Estudos teóricos de moléculas orgânicas na formação de aerossóis atmosféricos

Abstract

The presence of aerosols in the atmosphere is considered to be one of the factors responsible for the climate changes occurring around the world. There is a consensus that the formation of atmospheric aerosols (AA's) initiates from the interactions between certain atmospheric molecules like H2SO4 and H2O, collectively called as atmospheric nucleation precursors (ANP) forming hydrogen-bonded molecular clusters. However, there exist doubts about the exact composition of these molecular clusters, the nature of the intermolecular interactions and the contributions of different components, mainly organic molecules, in strengthening and growth of these clusters leading to the formation of new particles.

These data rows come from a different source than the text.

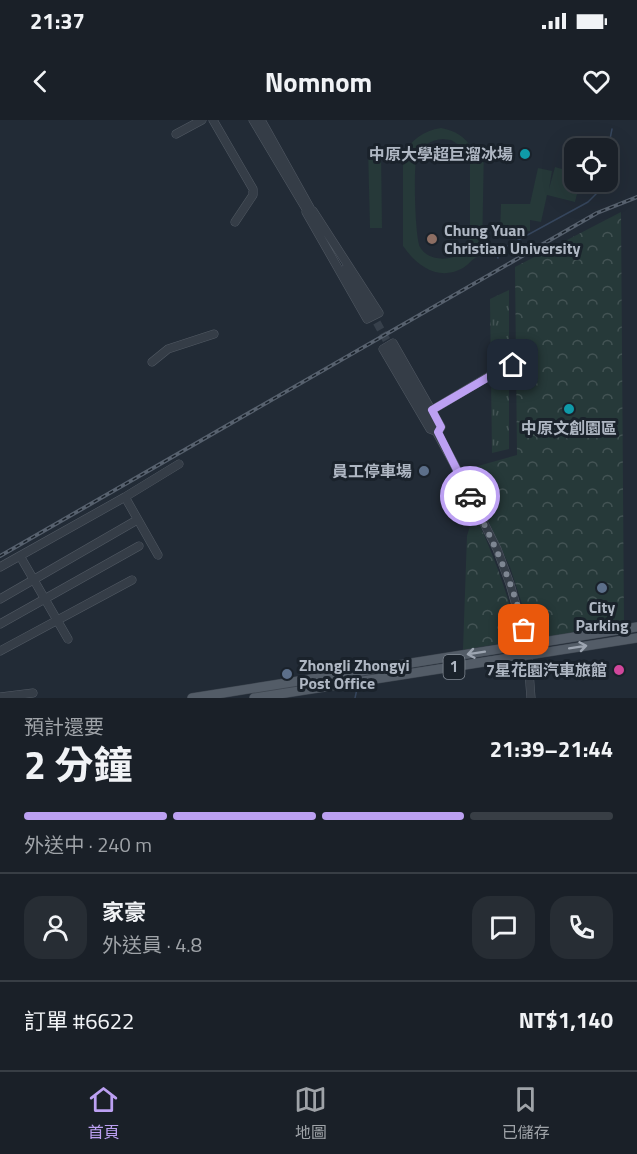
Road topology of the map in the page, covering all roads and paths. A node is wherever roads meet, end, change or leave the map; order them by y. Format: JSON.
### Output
{"nodes":[{"id":1,"x":202,"y":120,"type":"edge"},
{"id":2,"x":213,"y":120,"type":"edge"},
{"id":3,"x":254,"y":120,"type":"edge"},
{"id":4,"x":261,"y":120,"type":"edge"},
{"id":5,"x":176,"y":134,"type":"dead end"},
{"id":6,"x":312,"y":214,"type":"junction"},
{"id":7,"x":235,"y":222,"type":"dead end"},
{"id":8,"x":371,"y":312,"type":"tunnel mouth"},
{"id":9,"x":214,"y":334,"type":"dead end"},
{"id":10,"x":392,"y":351,"type":"tunnel mouth"},
{"id":11,"x":152,"y":362,"type":"dead end"},
{"id":12,"x":513,"y":365,"type":"dead end"},
{"id":13,"x":432,"y":410,"type":"junction"},
{"id":14,"x":438,"y":432,"type":"junction"},
{"id":15,"x":179,"y":464,"type":"dead end"},
{"id":16,"x":125,"y":497,"type":"junction"},
{"id":17,"x":137,"y":520,"type":"junction"},
{"id":18,"x":139,"y":546,"type":"dead end"},
{"id":19,"x":158,"y":555,"type":"dead end"},
{"id":20,"x":20,"y":556,"type":"junction"},
{"id":21,"x":0,"y":567,"type":"edge"},
{"id":22,"x":33,"y":580,"type":"junction"},
{"id":23,"x":132,"y":580,"type":"dead end"},
{"id":24,"x":0,"y":599,"type":"edge"},
{"id":25,"x":45,"y":600,"type":"junction"},
{"id":26,"x":57,"y":619,"type":"junction"},
{"id":27,"x":0,"y":624,"type":"edge"},
{"id":28,"x":637,"y":627,"type":"edge"},
{"id":29,"x":637,"y":638,"type":"edge"},
{"id":30,"x":68,"y":639,"type":"dead end"},
{"id":31,"x":526,"y":644,"type":"junction"},
{"id":32,"x":0,"y":651,"type":"edge"},
{"id":33,"x":528,"y":655,"type":"junction"},
{"id":34,"x":33,"y":693,"type":"dead end"},
{"id":35,"x":272,"y":693,"type":"edge"},
{"id":36,"x":0,"y":697,"type":"edge"},
{"id":37,"x":192,"y":698,"type":"edge"},
{"id":38,"x":254,"y":698,"type":"edge"},
{"id":39,"x":531,"y":698,"type":"edge"}],
"edges":[{"from":1,"to":5,"type":"street"},
{"from":2,"to":7,"type":"street"},
{"from":3,"to":6,"type":"street"},
{"from":4,"to":6,"type":"street"},
{"from":6,"to":6,"type":"street"},
{"from":6,"to":8,"type":"street"},
{"from":9,"to":11,"type":"street"},
{"from":10,"to":14,"type":"street"},
{"from":12,"to":13,"type":"street"},
{"from":13,"to":14,"type":"street"},
{"from":13,"to":14,"type":"street"},
{"from":14,"to":31,"type":"street"},
{"from":15,"to":16,"type":"street"},
{"from":16,"to":17,"type":"street"},
{"from":16,"to":20,"type":"street"},
{"from":17,"to":19,"type":"street"},
{"from":17,"to":22,"type":"street"},
{"from":18,"to":25,"type":"street"},
{"from":20,"to":21,"type":"street"},
{"from":20,"to":22,"type":"street"},
{"from":22,"to":24,"type":"street"},
{"from":22,"to":25,"type":"street"},
{"from":23,"to":26,"type":"street"},
{"from":25,"to":26,"type":"street"},
{"from":25,"to":27,"type":"street"},
{"from":26,"to":30,"type":"street"},
{"from":26,"to":32,"type":"street"},
{"from":28,"to":31,"type":"main road","number":"1"},
{"from":33,"to":29,"type":"main road","number":"1","one_way":true},
{"from":31,"to":33,"type":"street"},
{"from":31,"to":35,"type":"main road","number":"1","one_way":true},
{"from":33,"to":35,"type":"main road","number":"1"},
{"from":33,"to":39,"type":"street"},
{"from":34,"to":36,"type":"street"},
{"from":35,"to":37,"type":"main road","number":"1"},
{"from":35,"to":38,"type":"main road","number":"1"}]}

In the present work, we applied DFT-based quantum-chemical models and classical simulation to investigate the interactions of MSA and some amino acids with ANP's. The work was developed in the gas phase, which is important to understand the initial process of formation of AA's, then in the presence of water molecules, which is important regarding the formation of cloud condensation nuclei and, finally, we analyze the spatial distribution and free energy of solvation of amino acids like glycine, alanine and valine. The hydrogen bonds were characterized using energetic and vibrational spectroscopic parameters along with the tools of quantum theory of atoms in molecules. Analyses of the binding energies of the clusters indicate that MSA indeed brings additional stability to the clusters with H2SO4 and the lower temperatures and pressures at higher altitudes of the troposphere favor the formation of MSA(H2SO4)n clusters. Analyses of the electronic properties show that the elastic scattering of light increases many times when it interacts with the clusters. The simulation of the solvent effect demonstrated the capacity of these clusters to condense water on their surfaces. Extending the solvation analysis to the amino acids we observe that the three amino acids considered for this work showed difference in their distribution inside the solvent, with valine having greater presence at the air-water interface, followed by alanine and finally glycine, whose free energy indicates a preference for the bulk region.